**DATASET ENTRIES:**
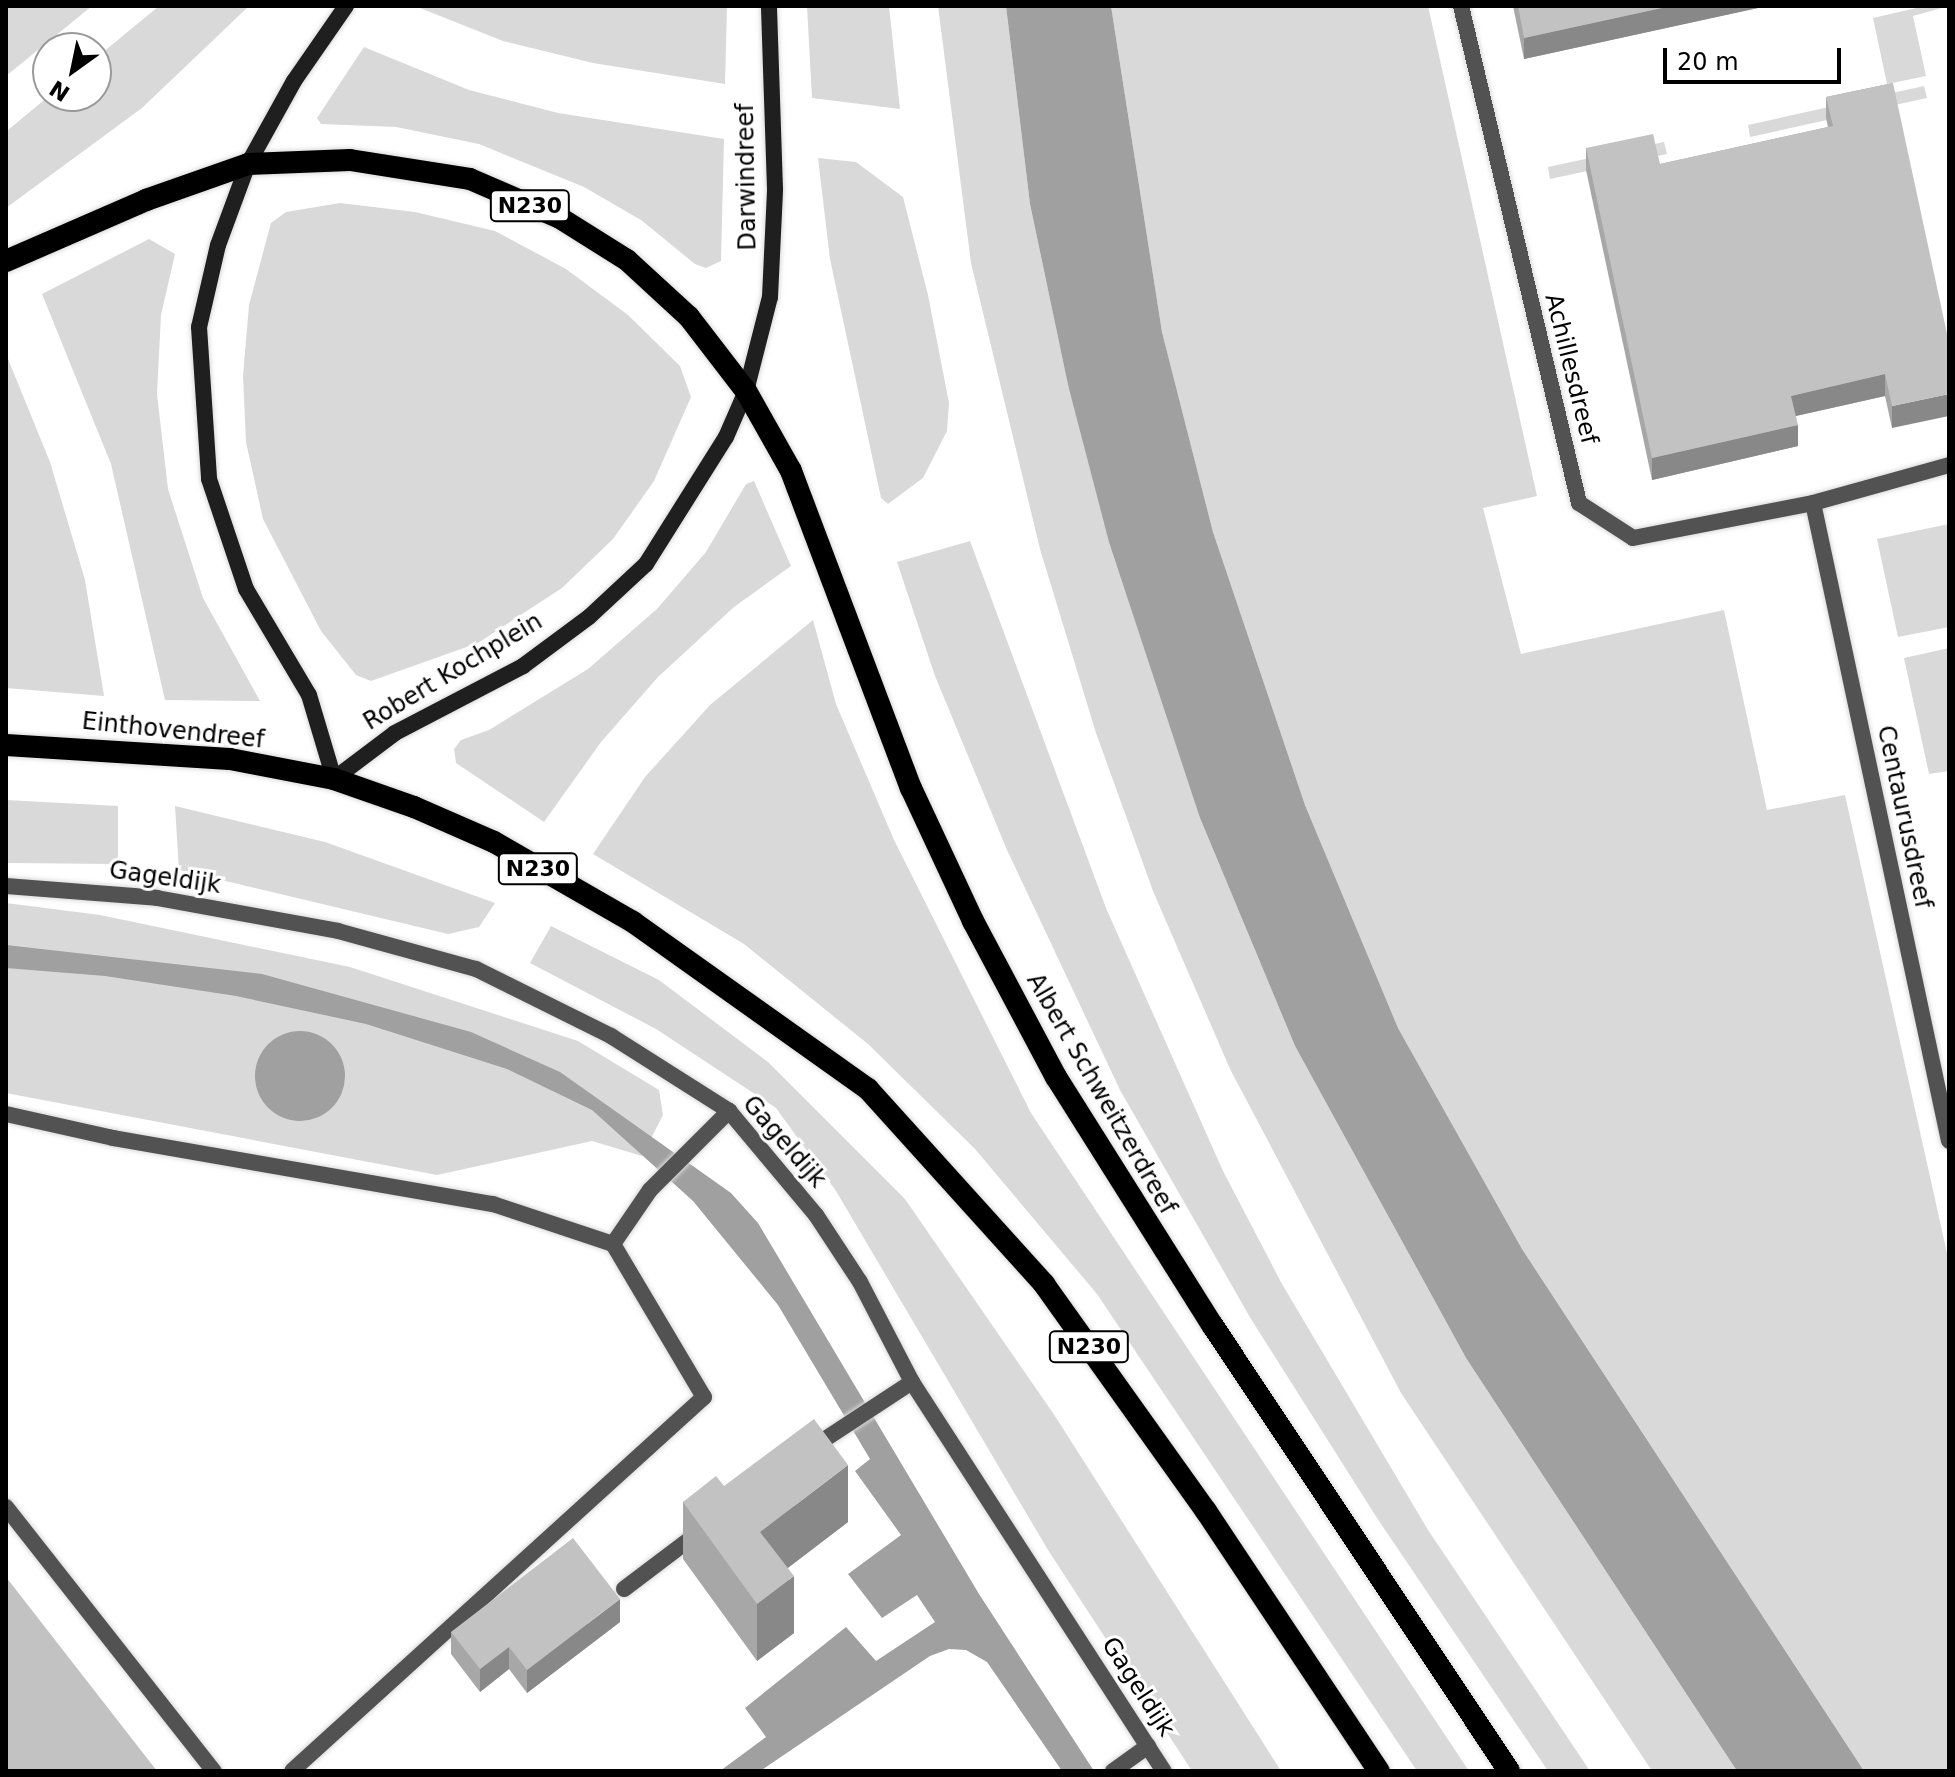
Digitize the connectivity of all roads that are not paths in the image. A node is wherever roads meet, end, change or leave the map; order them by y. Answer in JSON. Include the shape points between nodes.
{"nodes":[{"id":1,"x":346,"y":6,"type":"edge"},
{"id":2,"x":769,"y":6,"type":"edge"},
{"id":3,"x":1461,"y":6,"type":"edge"},
{"id":4,"x":248,"y":164,"type":"junction"},
{"id":5,"x":6,"y":261,"type":"edge"},
{"id":6,"x":746,"y":391,"type":"junction"},
{"id":7,"x":1949,"y":465,"type":"edge"},
{"id":8,"x":1813,"y":503,"type":"junction"},
{"id":9,"x":6,"y":745,"type":"edge"},
{"id":10,"x":334,"y":779,"type":"junction"},
{"id":11,"x":6,"y":886,"type":"edge"},
{"id":12,"x":729,"y":1111,"type":"junction"},
{"id":13,"x":6,"y":1114,"type":"edge"},
{"id":14,"x":1949,"y":1141,"type":"edge"},
{"id":15,"x":613,"y":1244,"type":"junction"},
{"id":16,"x":912,"y":1382,"type":"junction"},
{"id":17,"x":796,"y":1460,"type":"edge"},
{"id":18,"x":6,"y":1507,"type":"edge"},
{"id":19,"x":710,"y":1524,"type":"edge"},
{"id":20,"x":624,"y":1589,"type":"dead end"},
{"id":21,"x":1148,"y":1746,"type":"junction"},
{"id":22,"x":214,"y":1771,"type":"edge"},
{"id":23,"x":292,"y":1771,"type":"edge"},
{"id":24,"x":1113,"y":1771,"type":"edge"},
{"id":25,"x":1164,"y":1771,"type":"edge"},
{"id":26,"x":1379,"y":1771,"type":"edge"},
{"id":27,"x":1509,"y":1771,"type":"edge"}],
"edges":[{"from":1,"to":4,"type":"main road","via":[[294,81]]},
{"from":2,"to":6,"type":"main road","name":"Darwindreef","via":[[772,273],[765,330]]},
{"from":3,"to":8,"type":"street","name":"Achillesdreef","via":[[1579,503],[1633,538]]},
{"from":4,"to":5,"type":"highway","number":"N230"},
{"from":4,"to":6,"type":"highway","number":"N230","via":[[350,160],[470,179],[560,218],[627,260],[689,317]]},
{"from":4,"to":10,"type":"main road","via":[[218,245],[199,327],[209,479],[246,589],[309,695]]},
{"from":6,"to":10,"type":"main road","name":"Robert Kochplein","via":[[711,463],[646,564],[589,617],[523,666],[395,733]]},
{"from":6,"to":27,"type":"highway","name":"Albert Schweitzerdreef","number":"N230","via":[[791,471],[911,788],[973,921],[1056,1077],[1205,1314]]},
{"from":7,"to":8,"type":"street","name":"Achillesdreef"},
{"from":8,"to":14,"type":"street","name":"Centaurusdreef"},
{"from":9,"to":10,"type":"highway","name":"Einthovendreef","number":"N230","via":[[230,759]]},
{"from":10,"to":26,"type":"highway","number":"N230","via":[[494,842],[621,915],[729,986],[868,1089],[1044,1284],[1206,1511]]},
{"from":11,"to":12,"type":"street","name":"Gageldijk","via":[[157,898],[338,931],[476,969],[611,1036]]},
{"from":12,"to":15,"type":"street","via":[[661,1178]]},
{"from":12,"to":16,"type":"street","name":"Gageldijk","via":[[823,1226],[860,1282]]},
{"from":13,"to":15,"type":"street","via":[[113,1138],[493,1204]]},
{"from":15,"to":23,"type":"street","via":[[704,1397]]},
{"from":16,"to":17,"type":"street"},
{"from":16,"to":21,"type":"street","name":"Gageldijk"},
{"from":18,"to":22,"type":"street"},
{"from":19,"to":20,"type":"street"},
{"from":21,"to":24,"type":"street"},
{"from":21,"to":25,"type":"street","name":"Gageldijk"}]}
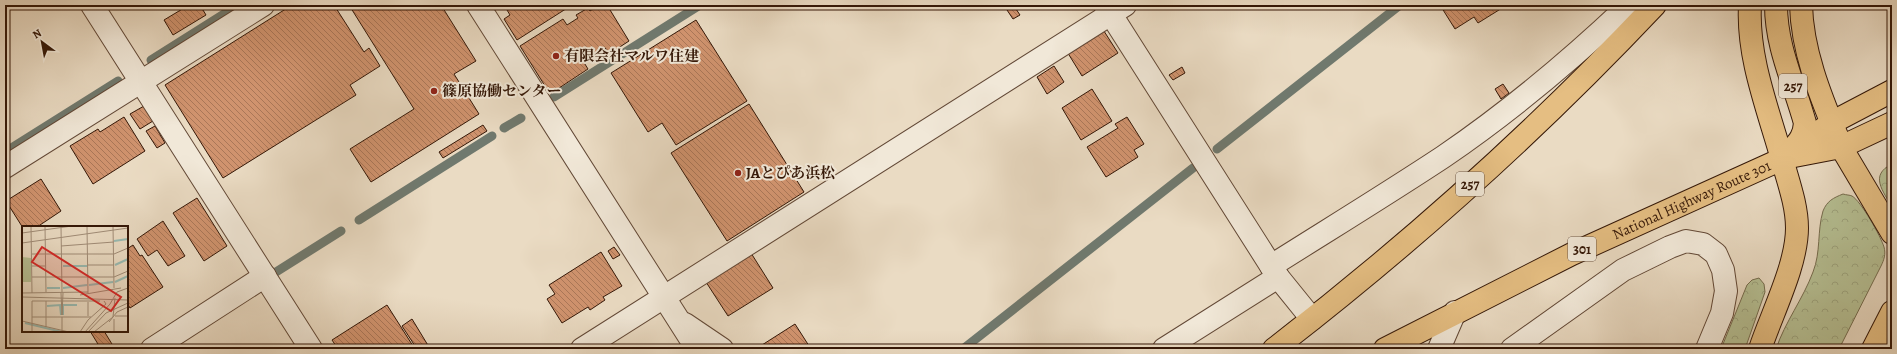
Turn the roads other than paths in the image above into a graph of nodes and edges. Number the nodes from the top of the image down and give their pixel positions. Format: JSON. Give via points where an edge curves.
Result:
{"nodes":[{"id":1,"x":92,"y":5,"type":"edge"},
{"id":2,"x":263,"y":5,"type":"edge"},
{"id":3,"x":478,"y":5,"type":"edge"},
{"id":4,"x":1629,"y":5,"type":"edge"},
{"id":5,"x":1655,"y":5,"type":"edge"},
{"id":6,"x":1750,"y":5,"type":"edge"},
{"id":7,"x":1776,"y":5,"type":"edge"},
{"id":8,"x":1801,"y":5,"type":"edge"},
{"id":9,"x":1114,"y":8,"type":"edge"},
{"id":10,"x":142,"y":82,"type":"junction"},
{"id":11,"x":1892,"y":91,"type":"edge"},
{"id":12,"x":1832,"y":122,"type":"junction"},
{"id":13,"x":1892,"y":124,"type":"edge"},
{"id":14,"x":1842,"y":147,"type":"junction"},
{"id":15,"x":1782,"y":159,"type":"junction"},
{"id":16,"x":5,"y":167,"type":"edge"},
{"id":17,"x":1892,"y":233,"type":"edge"},
{"id":18,"x":1274,"y":271,"type":"junction"},
{"id":19,"x":265,"y":276,"type":"junction"},
{"id":20,"x":664,"y":297,"type":"junction"},
{"id":21,"x":1455,"y":312,"type":"junction"},
{"id":22,"x":1892,"y":312,"type":"edge"},
{"id":23,"x":678,"y":318,"type":"junction"},
{"id":24,"x":1312,"y":318,"type":"junction"},
{"id":25,"x":152,"y":349,"type":"edge"},
{"id":26,"x":311,"y":349,"type":"edge"},
{"id":27,"x":582,"y":349,"type":"edge"},
{"id":28,"x":683,"y":349,"type":"edge"},
{"id":29,"x":697,"y":349,"type":"edge"},
{"id":30,"x":722,"y":349,"type":"edge"},
{"id":31,"x":1164,"y":349,"type":"edge"},
{"id":32,"x":1274,"y":349,"type":"edge"},
{"id":33,"x":1386,"y":349,"type":"edge"},
{"id":34,"x":1440,"y":349,"type":"edge"},
{"id":35,"x":1512,"y":349,"type":"edge"},
{"id":36,"x":1707,"y":349,"type":"edge"},
{"id":37,"x":1760,"y":349,"type":"edge"},
{"id":38,"x":1873,"y":349,"type":"edge"}],
"edges":[{"from":1,"to":10,"type":"street"},
{"from":2,"to":10,"type":"street"},
{"from":3,"to":20,"type":"street"},
{"from":4,"to":18,"type":"street","via":[[1555,71],[1500,115]]},
{"from":5,"to":24,"type":"highway","number":"257","via":[[1580,81],[1476,179]]},
{"from":6,"to":15,"type":"highway","number":"257","via":[[1752,45]]},
{"from":7,"to":15,"type":"highway","number":"257","via":[[1781,47],[1805,123],[1804,133],[1799,141]]},
{"from":8,"to":12,"type":"highway","number":"257","via":[[1806,44],[1821,99]]},
{"from":9,"to":18,"type":"street"},
{"from":9,"to":20,"type":"street"},
{"from":10,"to":16,"type":"street"},
{"from":10,"to":19,"type":"street"},
{"from":11,"to":12,"type":"highway"},
{"from":12,"to":14,"type":"highway"},
{"from":12,"to":15,"type":"highway"},
{"from":13,"to":14,"type":"highway"},
{"from":14,"to":15,"type":"highway"},
{"from":14,"to":17,"type":"highway"},
{"from":15,"to":21,"type":"highway","name":"National Highway Route 301","number":"301","via":[[1572,254]]},
{"from":15,"to":37,"type":"highway","via":[[1795,204],[1797,229],[1794,254]]},
{"from":18,"to":24,"type":"street"},
{"from":18,"to":31,"type":"street"},
{"from":19,"to":25,"type":"street"},
{"from":19,"to":26,"type":"street"},
{"from":20,"to":23,"type":"street"},
{"from":20,"to":27,"type":"street"},
{"from":21,"to":33,"type":"highway","name":"National Highway Route 301","number":"301"},
{"from":21,"to":34,"type":"street"},
{"from":22,"to":38,"type":"highway"},
{"from":23,"to":28,"type":"street"},
{"from":23,"to":29,"type":"street"},
{"from":23,"to":30,"type":"street"},
{"from":24,"to":32,"type":"highway","number":"257"},
{"from":35,"to":36,"type":"street","via":[[1623,270],[1686,241],[1708,247],[1716,254],[1723,270],[1726,291],[1722,312]]}]}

**TRY IT:** Using the entries above, return each line in which the word "image" occurs.

**WRITTEN REPLY:**
Digitize the connectivity of all roads that are not paths in the image. A node is wherever roads meet, end, change or leave the map; order them by y. Answer in JSON. Include the shape points between nodes.
Turn the roads other than paths in the image above into a graph of nodes and edges. Number the nodes from the top of the image down and give their pixel positions. Format: JSON. Give via points where an edge curves.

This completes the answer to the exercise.